» Problem requirements:
Gather all lines in the entries below that include the word "WEST".
○ ○ ○ ○
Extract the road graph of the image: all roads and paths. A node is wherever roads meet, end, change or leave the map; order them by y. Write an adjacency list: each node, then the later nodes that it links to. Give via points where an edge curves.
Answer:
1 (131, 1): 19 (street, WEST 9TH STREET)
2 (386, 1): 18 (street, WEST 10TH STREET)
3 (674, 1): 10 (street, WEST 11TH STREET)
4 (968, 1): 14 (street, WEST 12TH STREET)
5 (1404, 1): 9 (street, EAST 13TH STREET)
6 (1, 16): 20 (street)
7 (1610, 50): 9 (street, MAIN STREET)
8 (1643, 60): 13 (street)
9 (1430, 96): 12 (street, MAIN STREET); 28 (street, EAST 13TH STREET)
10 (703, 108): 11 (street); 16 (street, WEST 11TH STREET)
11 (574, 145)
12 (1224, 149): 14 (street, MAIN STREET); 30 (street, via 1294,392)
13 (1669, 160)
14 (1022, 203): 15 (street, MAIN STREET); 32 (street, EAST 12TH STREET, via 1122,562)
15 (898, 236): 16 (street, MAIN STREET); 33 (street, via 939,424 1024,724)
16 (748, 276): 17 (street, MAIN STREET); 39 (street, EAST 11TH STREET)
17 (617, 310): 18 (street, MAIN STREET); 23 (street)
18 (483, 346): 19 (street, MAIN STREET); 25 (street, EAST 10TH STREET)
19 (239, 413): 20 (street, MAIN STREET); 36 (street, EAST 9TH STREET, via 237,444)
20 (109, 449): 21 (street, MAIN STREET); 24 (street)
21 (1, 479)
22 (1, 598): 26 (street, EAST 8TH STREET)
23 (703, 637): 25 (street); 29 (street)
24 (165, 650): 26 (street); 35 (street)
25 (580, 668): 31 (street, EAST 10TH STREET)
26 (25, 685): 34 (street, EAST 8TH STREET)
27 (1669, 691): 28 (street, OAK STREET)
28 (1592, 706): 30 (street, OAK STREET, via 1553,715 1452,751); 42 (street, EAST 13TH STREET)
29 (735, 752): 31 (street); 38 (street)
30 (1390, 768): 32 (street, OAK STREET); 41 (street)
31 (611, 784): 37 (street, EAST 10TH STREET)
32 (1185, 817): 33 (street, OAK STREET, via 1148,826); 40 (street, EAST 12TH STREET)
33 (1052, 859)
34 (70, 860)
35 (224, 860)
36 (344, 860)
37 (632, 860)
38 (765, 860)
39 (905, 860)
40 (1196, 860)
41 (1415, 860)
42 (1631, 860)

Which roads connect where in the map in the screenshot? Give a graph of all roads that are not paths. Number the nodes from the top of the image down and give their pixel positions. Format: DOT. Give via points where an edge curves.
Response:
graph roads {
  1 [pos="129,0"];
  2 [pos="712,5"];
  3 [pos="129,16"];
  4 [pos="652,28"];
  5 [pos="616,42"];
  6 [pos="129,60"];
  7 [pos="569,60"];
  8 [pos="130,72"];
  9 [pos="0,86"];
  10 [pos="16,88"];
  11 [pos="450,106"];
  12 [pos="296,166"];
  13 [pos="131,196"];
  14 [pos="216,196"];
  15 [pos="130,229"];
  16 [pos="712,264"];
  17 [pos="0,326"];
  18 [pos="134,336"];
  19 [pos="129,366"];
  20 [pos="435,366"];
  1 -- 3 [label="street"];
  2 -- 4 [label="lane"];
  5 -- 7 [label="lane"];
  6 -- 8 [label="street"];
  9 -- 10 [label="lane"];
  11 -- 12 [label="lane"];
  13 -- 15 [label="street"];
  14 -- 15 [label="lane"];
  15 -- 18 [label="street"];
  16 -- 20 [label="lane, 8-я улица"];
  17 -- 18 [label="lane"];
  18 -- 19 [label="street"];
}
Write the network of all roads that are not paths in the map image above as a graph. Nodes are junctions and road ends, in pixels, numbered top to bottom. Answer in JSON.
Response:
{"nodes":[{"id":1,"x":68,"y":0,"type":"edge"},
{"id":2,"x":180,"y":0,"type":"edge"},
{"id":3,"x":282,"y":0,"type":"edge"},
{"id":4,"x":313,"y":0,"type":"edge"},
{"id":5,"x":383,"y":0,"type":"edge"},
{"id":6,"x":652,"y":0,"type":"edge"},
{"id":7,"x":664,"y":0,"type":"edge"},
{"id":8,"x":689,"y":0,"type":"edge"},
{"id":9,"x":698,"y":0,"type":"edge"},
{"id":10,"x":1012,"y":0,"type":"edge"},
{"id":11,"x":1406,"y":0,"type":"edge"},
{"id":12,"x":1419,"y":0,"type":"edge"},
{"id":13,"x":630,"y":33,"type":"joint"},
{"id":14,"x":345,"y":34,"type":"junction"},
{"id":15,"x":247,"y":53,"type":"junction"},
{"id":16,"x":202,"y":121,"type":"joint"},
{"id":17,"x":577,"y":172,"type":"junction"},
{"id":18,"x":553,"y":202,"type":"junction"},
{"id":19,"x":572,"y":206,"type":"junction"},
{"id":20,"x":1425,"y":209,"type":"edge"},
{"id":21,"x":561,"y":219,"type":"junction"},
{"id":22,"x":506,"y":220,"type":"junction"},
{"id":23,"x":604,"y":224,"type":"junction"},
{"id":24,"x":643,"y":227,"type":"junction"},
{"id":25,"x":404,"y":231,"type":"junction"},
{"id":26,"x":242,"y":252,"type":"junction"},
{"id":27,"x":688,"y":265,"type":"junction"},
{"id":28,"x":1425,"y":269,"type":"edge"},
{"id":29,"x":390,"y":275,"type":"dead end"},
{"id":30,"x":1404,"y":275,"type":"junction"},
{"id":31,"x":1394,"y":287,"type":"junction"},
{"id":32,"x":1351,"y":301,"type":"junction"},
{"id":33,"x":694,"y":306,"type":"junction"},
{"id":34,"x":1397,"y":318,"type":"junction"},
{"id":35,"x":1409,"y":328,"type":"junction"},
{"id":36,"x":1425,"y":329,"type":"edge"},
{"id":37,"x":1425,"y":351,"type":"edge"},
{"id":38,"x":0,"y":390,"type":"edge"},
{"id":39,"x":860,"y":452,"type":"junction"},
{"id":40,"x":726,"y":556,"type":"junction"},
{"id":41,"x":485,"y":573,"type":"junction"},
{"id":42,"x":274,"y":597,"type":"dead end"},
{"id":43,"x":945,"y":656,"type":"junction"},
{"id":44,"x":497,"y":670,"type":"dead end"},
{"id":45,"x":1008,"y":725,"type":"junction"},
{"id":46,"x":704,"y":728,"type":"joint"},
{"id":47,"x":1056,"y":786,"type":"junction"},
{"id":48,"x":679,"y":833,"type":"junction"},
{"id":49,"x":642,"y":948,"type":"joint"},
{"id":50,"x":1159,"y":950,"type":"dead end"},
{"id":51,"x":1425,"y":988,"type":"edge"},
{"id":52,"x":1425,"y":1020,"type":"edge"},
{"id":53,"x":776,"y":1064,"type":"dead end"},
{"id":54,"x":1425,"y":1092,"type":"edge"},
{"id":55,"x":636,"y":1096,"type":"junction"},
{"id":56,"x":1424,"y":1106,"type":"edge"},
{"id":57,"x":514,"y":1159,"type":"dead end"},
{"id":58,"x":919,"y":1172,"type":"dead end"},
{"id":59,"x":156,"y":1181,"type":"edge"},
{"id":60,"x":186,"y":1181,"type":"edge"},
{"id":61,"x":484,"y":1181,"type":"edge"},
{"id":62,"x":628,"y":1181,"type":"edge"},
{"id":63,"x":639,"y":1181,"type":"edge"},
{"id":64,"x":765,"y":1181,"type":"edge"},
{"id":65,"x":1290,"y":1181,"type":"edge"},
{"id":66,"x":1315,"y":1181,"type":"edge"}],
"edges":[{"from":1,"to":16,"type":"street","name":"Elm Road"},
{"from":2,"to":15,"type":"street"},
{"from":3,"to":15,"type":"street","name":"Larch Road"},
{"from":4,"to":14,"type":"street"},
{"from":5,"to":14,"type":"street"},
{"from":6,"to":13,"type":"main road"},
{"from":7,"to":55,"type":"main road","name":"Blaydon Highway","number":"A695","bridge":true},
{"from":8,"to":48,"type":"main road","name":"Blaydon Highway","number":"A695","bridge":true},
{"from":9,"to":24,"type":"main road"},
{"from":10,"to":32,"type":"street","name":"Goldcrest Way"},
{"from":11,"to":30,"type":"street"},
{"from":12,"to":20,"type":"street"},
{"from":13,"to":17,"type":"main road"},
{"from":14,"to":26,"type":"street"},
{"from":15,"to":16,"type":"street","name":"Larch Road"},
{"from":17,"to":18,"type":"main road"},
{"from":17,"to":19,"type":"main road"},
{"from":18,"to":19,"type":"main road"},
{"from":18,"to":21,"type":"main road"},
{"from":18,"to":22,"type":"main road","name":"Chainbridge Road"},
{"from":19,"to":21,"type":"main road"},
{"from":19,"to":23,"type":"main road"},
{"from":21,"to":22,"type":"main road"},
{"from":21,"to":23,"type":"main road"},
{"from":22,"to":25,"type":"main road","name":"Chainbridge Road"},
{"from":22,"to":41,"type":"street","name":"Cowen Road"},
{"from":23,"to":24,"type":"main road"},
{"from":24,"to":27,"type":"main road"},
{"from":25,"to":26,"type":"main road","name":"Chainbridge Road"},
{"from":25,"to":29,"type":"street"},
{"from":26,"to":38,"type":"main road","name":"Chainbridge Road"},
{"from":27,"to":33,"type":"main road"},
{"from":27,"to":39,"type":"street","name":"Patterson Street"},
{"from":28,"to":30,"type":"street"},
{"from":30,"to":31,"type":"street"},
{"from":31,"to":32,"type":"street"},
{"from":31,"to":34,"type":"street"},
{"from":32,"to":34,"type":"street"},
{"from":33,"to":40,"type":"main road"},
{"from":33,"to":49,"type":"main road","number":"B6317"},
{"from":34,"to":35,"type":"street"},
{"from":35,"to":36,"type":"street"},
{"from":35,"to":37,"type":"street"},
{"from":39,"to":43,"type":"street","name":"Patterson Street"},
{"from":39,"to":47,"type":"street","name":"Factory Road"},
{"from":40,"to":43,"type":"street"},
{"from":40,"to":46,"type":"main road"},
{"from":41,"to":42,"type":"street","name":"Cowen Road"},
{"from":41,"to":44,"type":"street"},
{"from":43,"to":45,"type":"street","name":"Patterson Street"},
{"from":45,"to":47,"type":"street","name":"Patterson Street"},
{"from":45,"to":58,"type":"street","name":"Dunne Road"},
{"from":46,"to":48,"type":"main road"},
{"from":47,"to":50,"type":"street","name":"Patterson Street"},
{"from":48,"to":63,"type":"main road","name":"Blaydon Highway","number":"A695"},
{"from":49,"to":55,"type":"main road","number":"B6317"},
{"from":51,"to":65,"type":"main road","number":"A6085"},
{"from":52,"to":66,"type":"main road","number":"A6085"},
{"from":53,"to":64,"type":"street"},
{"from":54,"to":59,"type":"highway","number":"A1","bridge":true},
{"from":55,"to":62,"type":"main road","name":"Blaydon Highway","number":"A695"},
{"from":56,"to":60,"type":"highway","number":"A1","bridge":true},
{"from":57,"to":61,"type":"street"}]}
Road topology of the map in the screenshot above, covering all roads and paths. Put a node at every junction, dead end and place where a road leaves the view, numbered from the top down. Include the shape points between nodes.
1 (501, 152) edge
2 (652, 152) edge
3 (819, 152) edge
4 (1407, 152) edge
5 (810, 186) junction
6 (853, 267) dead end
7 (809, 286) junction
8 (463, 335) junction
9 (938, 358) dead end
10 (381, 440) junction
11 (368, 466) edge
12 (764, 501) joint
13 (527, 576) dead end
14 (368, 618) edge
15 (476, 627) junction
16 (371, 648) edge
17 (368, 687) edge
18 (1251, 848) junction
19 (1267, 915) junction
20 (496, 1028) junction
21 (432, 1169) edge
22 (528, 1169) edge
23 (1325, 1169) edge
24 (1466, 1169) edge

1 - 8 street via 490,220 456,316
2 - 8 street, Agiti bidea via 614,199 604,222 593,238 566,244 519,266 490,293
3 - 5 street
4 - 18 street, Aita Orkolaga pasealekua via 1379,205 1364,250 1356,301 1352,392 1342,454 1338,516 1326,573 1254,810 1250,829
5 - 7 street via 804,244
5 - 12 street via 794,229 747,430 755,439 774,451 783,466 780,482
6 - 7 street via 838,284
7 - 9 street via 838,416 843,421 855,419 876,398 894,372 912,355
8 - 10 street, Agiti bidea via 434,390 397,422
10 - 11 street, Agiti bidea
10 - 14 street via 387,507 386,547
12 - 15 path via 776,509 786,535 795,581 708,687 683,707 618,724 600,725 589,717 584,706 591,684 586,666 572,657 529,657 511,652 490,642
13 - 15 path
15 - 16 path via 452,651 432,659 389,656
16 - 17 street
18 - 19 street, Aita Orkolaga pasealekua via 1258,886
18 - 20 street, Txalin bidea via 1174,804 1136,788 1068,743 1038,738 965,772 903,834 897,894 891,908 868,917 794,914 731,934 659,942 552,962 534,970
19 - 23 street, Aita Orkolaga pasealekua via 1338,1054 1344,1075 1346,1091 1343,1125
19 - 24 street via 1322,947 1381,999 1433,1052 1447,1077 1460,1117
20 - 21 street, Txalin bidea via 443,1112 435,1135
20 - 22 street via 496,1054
○ ○ ○ ○
» Written solution:
1 (131, 1): 19 (street, WEST 9TH STREET)
2 (386, 1): 18 (street, WEST 10TH STREET)
3 (674, 1): 10 (street, WEST 11TH STREET)
4 (968, 1): 14 (street, WEST 12TH STREET)
10 (703, 108): 11 (street); 16 (street, WEST 11TH STREET)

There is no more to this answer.